Visors Up! The Golden Age of Toy Space Helmets


Here at Flashbak I have previously remembered the great age of toy space guns and even genre-based utility belts.

But the intrepid space kid of the 1960s and 1970s needed one more crucial piece of gear for playtime on the final frontier: a space helmet.

Many toy manufacturers over the years obliged, and filled that need in memorable (and sometimes strange…) style.


One of the earliest toy space helmets of the space age comes from the forgotten (but awesome…) 1959-1960 series Men in Space.

The black-and-white series ran for 39 episodes and followed the adventures of American astronaut Colonel Ed McCauley (William Lundigan) as he traveled to the moon and Mars, repaired satellites in orbit, and worked in deep space on the construction of a space station. Ideal Toys produced a show-accurate helmet inscribed with McCauley’s name.


The mid-1960s brought a renewal of the space race, and Remco got into the toy helmet act with more than one licensed property.

The company produced a Lost in Space (1965 -1968) toy helmet, though the resulting toy didn’t look at all like anything that the Robinsons (or Dr. Smith, for that matter…) ever wore inside or outside of the Jupiter 2.  Instead, it was weird and dorky, but if you want to own it today it will cost you a pretty penny.


Star Trek (1966 – 1969) didn’t fare any better under Remco’s stewardship.

The company created a “space fun helmet” that looks absolutely ridiculous (and which is pictured above).

This helmet, emblazoned with Spock’s name, was never worn on the series (thankfully…).  Adding insult to injury, Remco also produced a second Star Trekastro helmet” that, similarly, resembled nothing ever seen on the Gene Roddenberry series.


After Star Wars (1977) unexpectedly dominated the box office in the disco decade, the space race re-ignited in terms of genre merchandising and several knock-off helmets — like that of the “space trooper” (think: storm trooper) — hit toy stores. The lightweight helmet was black instead of white, and my best friend in the neighborhood had one.


The Astro X-47 helmet (from Placo Toys) — available in white and black models — meanwhile was closer to a Darth Vader knock-off. I actually owned this one, and it was a great, comfortable helmet to play in, with large shaded “eyes.”


In 1979, Kingsford produced more Star Wars-inspired merchandise, including helmets, under a line called “Space Force.”  The hero’s helmet was a white, fairly-traditional seeming astronaut helmet with a built-in communicator and chin strap.


The purple Gor helmet, however, appeared to be a direct relative of the Cylon Centurion from Battlestar Galactica (1978-1979).

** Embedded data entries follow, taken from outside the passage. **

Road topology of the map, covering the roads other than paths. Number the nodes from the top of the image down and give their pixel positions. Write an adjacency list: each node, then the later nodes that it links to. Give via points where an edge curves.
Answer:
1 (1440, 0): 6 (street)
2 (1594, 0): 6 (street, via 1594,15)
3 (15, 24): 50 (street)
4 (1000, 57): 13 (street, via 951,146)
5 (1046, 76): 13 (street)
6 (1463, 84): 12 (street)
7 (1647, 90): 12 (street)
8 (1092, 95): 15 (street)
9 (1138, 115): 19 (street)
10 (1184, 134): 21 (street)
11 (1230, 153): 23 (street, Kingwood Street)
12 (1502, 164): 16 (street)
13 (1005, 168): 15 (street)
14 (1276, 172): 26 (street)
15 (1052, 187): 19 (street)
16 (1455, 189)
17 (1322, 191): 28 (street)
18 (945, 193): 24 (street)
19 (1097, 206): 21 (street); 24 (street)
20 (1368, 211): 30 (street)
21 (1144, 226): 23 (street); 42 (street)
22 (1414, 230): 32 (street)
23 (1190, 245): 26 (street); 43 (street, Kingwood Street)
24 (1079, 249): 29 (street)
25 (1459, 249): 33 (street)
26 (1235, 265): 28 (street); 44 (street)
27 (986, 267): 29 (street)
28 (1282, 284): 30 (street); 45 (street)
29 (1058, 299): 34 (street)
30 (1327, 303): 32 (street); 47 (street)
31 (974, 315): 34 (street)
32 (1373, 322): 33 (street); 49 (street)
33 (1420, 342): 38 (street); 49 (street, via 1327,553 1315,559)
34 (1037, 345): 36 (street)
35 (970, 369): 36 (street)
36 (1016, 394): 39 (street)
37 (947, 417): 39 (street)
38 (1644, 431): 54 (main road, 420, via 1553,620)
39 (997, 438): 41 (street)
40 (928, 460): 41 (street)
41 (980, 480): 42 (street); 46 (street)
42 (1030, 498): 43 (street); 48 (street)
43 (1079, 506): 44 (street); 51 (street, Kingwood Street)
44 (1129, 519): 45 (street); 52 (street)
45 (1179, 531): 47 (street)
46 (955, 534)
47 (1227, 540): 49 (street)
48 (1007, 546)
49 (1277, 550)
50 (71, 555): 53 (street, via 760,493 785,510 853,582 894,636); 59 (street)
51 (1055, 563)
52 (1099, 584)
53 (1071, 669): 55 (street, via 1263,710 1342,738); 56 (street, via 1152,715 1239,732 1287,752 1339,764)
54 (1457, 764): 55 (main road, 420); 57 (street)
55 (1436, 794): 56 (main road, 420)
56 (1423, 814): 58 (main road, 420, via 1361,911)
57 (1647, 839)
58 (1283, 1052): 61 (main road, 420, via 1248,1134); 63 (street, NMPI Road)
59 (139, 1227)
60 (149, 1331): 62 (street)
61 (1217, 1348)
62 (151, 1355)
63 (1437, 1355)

The most show-accurate toy helmet of this era was, perhaps, the Buck Rogers in the 25th Century (1979-1981) “helmet and Starfighter” from HG Toys, which came with a miniature directorate Starfighter as well as the snappy helmet.


At the very least, no one would beat you up for wearing the Buck Rogers helmet.  I wonder how many kids got nerve pinched for wearing Remco’s Spock helmet.